Delivery Device: Through endotracheal tube, instilled with tracheal adapter, surfactant is drawn up in
syringe and instilled down ETT directly into lungs.
Doses: A dose of 5ml/kg birth weight of reconstituted Exosurf Neonatal, If the baby is still intubated, a
second equal dose should be given 12 hours later by the same route. Survanta- 4cc/Kg given initially,
second dose 2cc/Kg. Curosurf- 2.5 cc/Kg, second dose is the same; third dose is 1.25 cc/kg.

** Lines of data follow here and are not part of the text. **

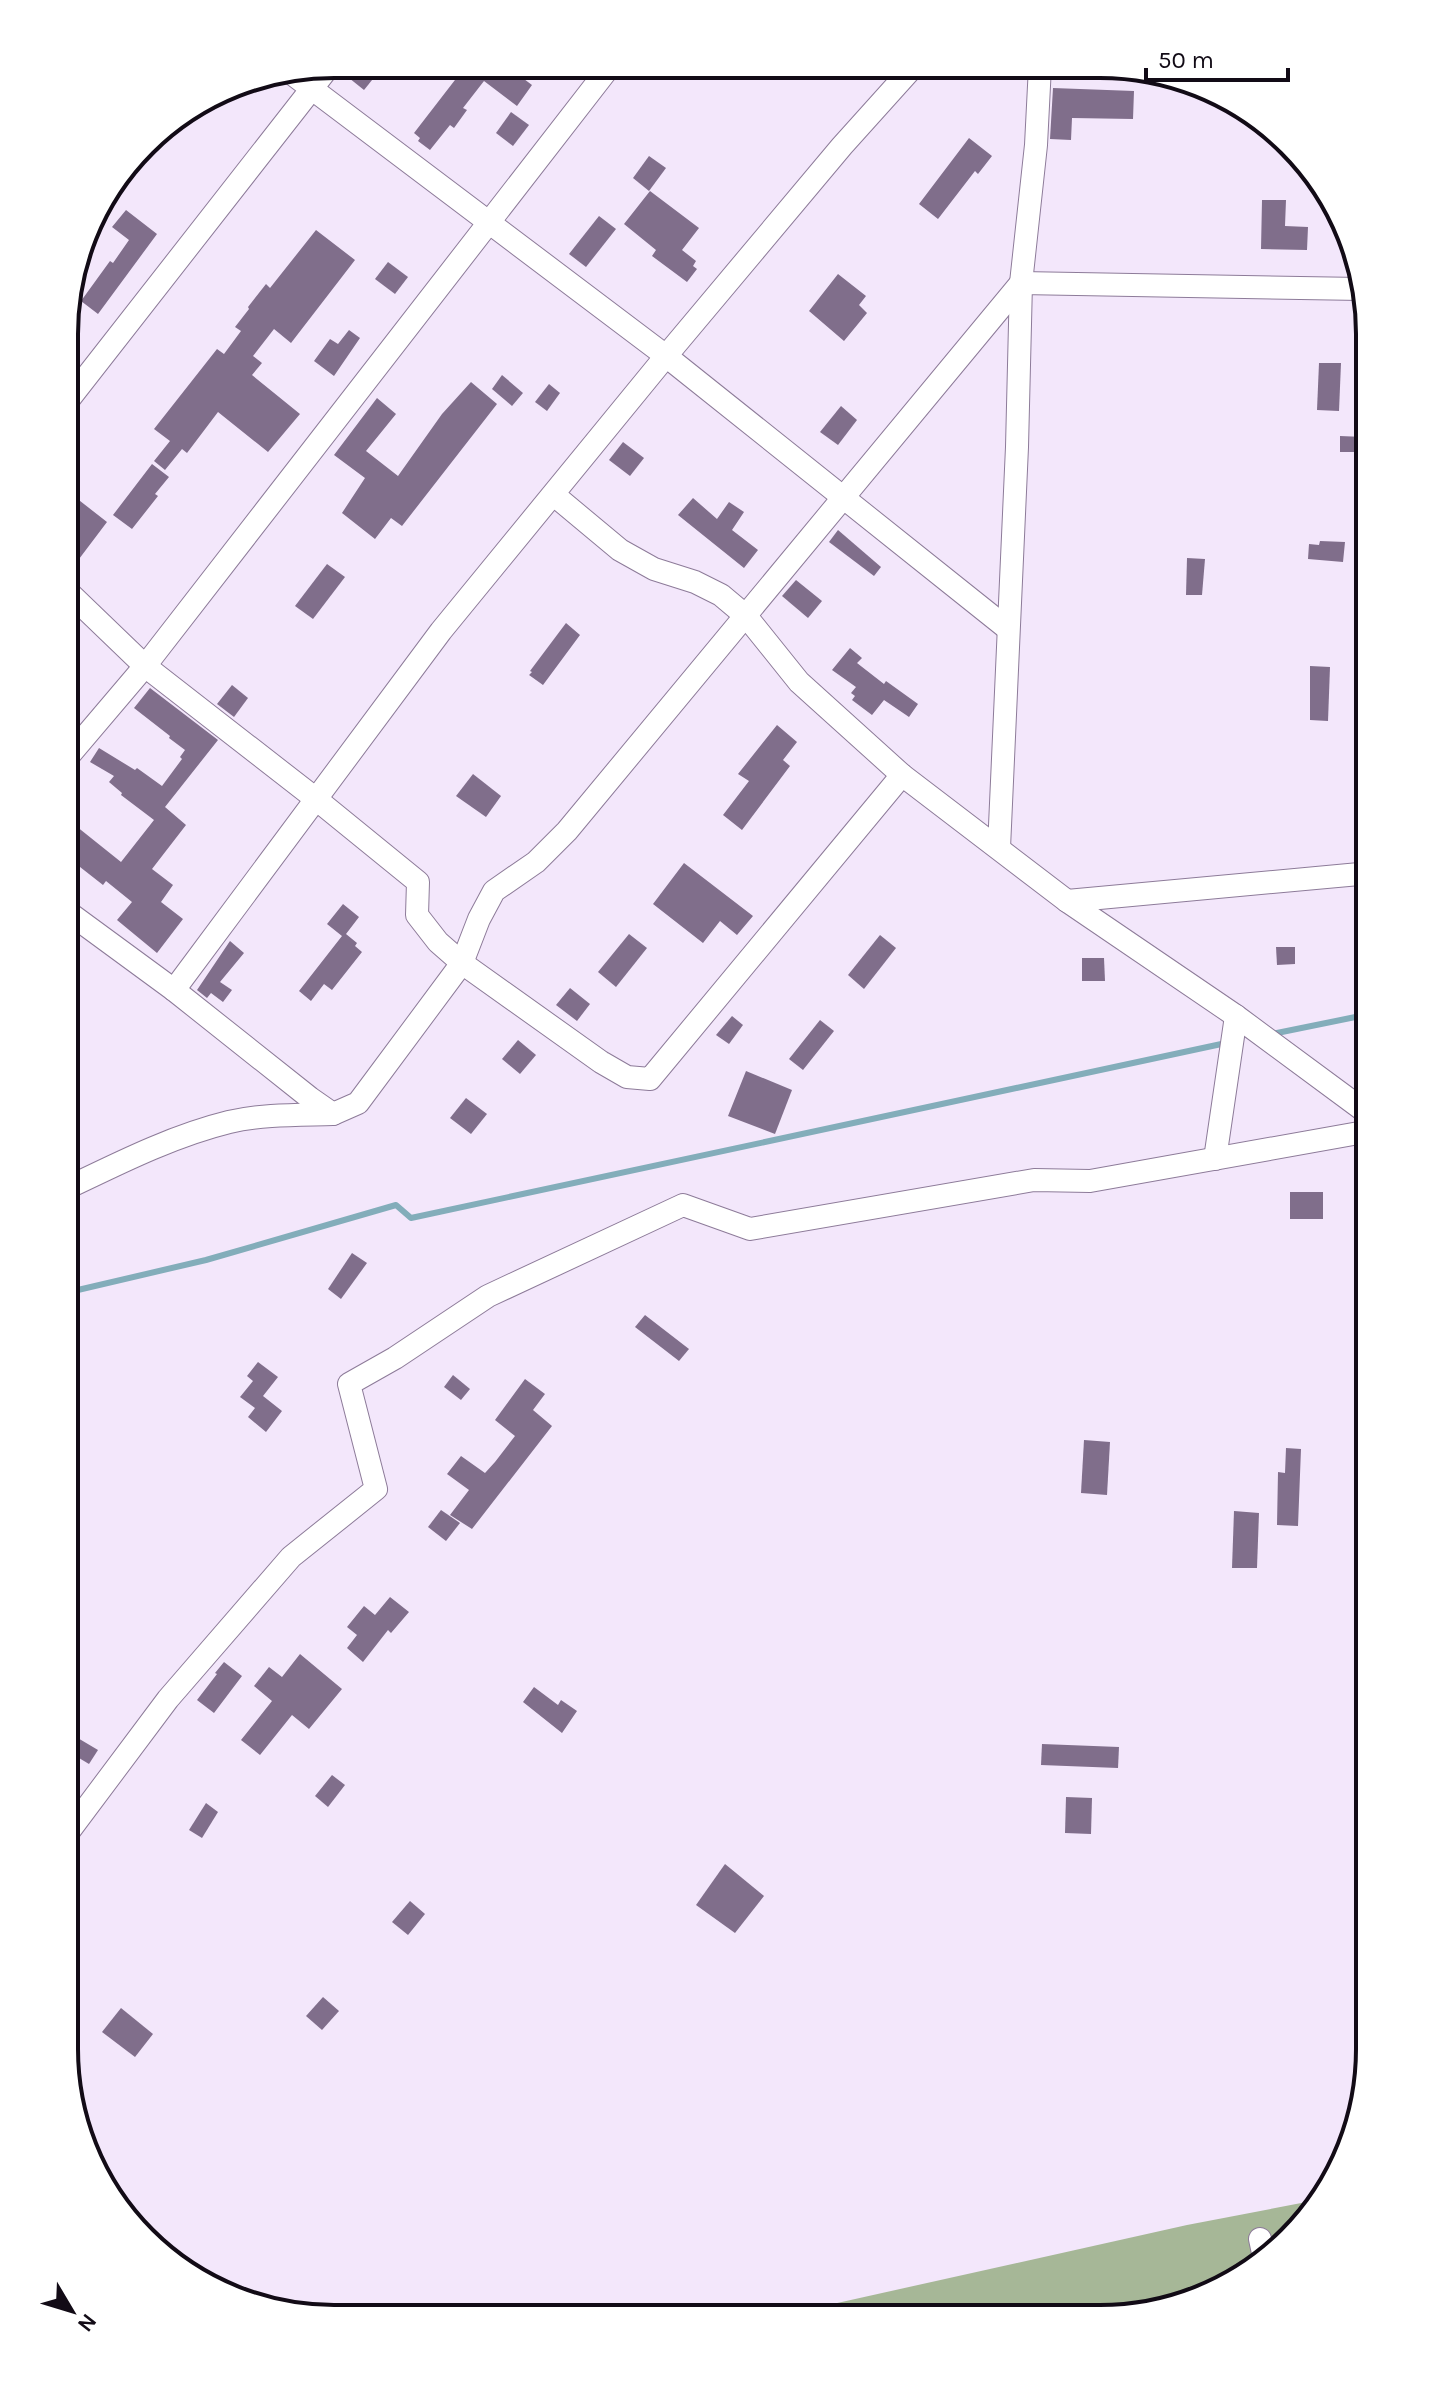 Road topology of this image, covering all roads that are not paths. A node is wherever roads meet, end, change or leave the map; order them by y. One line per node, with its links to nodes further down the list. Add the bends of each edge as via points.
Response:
1 (601, 78): 7 (street)
2 (903, 78): 10 (street)
3 (1039, 78): 8 (street)
4 (320, 79): 6 (street)
5 (300, 80): 6 (street)
6 (312, 90): 7 (street); 11 (street)
7 (489, 224): 10 (street); 17 (street)
8 (1021, 283): 9 (street); 13 (street); 16 (street)
9 (1352, 289)
10 (666, 356): 12 (street); 13 (street)
11 (78, 388)
12 (554, 495): 15 (street, via 620,550 721,595); 20 (street, via 441,631)
13 (843, 497): 15 (street); 16 (street)
14 (78, 602): 17 (street)
15 (746, 616): 19 (street, via 799,682); 25 (street, via 567,831 536,862 494,891)
16 (1008, 629): 21 (street)
17 (145, 666): 18 (street); 20 (street)
18 (78, 745)
19 (902, 775): 21 (street); 25 (street, via 650,1079 627,1077 601,1062)
20 (316, 799): 25 (street, via 418,882 417,915); 26 (street)
21 (999, 848): 23 (street)
22 (1356, 874): 23 (street)
23 (1067, 901): 27 (street)
24 (78, 920): 26 (street)
25 (462, 963): 29 (street, via 358,1103)
26 (174, 990): 29 (street)
27 (1236, 1016): 28 (street); 31 (street)
28 (1356, 1104)
29 (333, 1114): 32 (street, via 229,1122)
30 (1356, 1134): 31 (street)
31 (1215, 1159): 33 (street, via 1090,1181 1034,1180 750,1229 683,1205 488,1296 349,1384 376,1489 291,1557 168,1699)
32 (78, 1183)
33 (78, 1819) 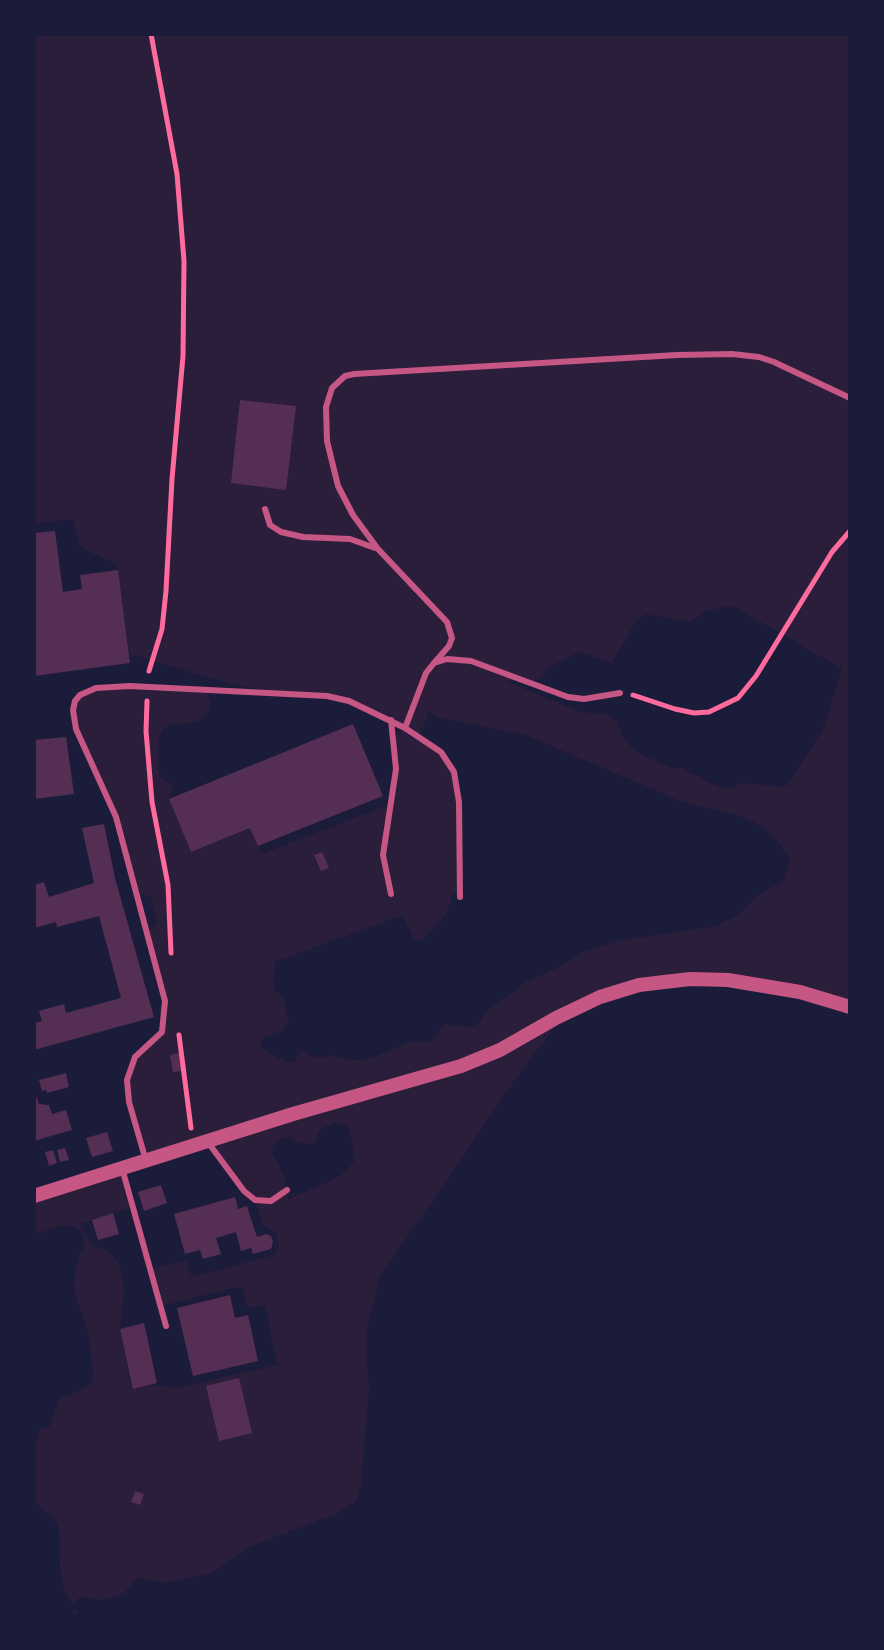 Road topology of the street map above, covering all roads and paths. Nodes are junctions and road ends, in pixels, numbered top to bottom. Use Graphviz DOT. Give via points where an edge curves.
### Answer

Administration of exogenous surfactants rapidly improves oxygenation and lung compliance. Following
administration, patients should be monitored so that oxygen and ventilatory support can be modified.
Administration
Administered to endotracheally intubated infants undergoing mechanical ventilation. Infants should not be
intubated solely for the administration of surfactant. The infant's airway should be cleared by suction prior
to the administration. Administered from a syringe into the endotracheal tube via the side-port on a special
endotracheal adaptor, without interrupting mechanical ventilation. The part of the endotracheal tube outside
the infant should be aligned vertically during administration. The total dose should be administered at a rate
slow enough to allow reconstituted surfactant suspension to pass into the lungs through the endotracheal
tube without accumulation. The minimum recommended time for administration of the full dose is 4
minutes. Dosing should be slowed or interrupted if the infant's skin color deteriorates, the heart rate slows,
arterial oxygen monitors indicate more than transitory depression of arterial oxygen concentration or
surfactant accumulates in the endotracheal tube.
After administration the RT should look for increased compliance and chest rise. The vent should be
adjusted appropriately so as not to cause a pneumothorax with too much pressure. Suction after 4 hours of
administration. A chest x-ray should be taken 2 hours after administration to look for improvement in RDS.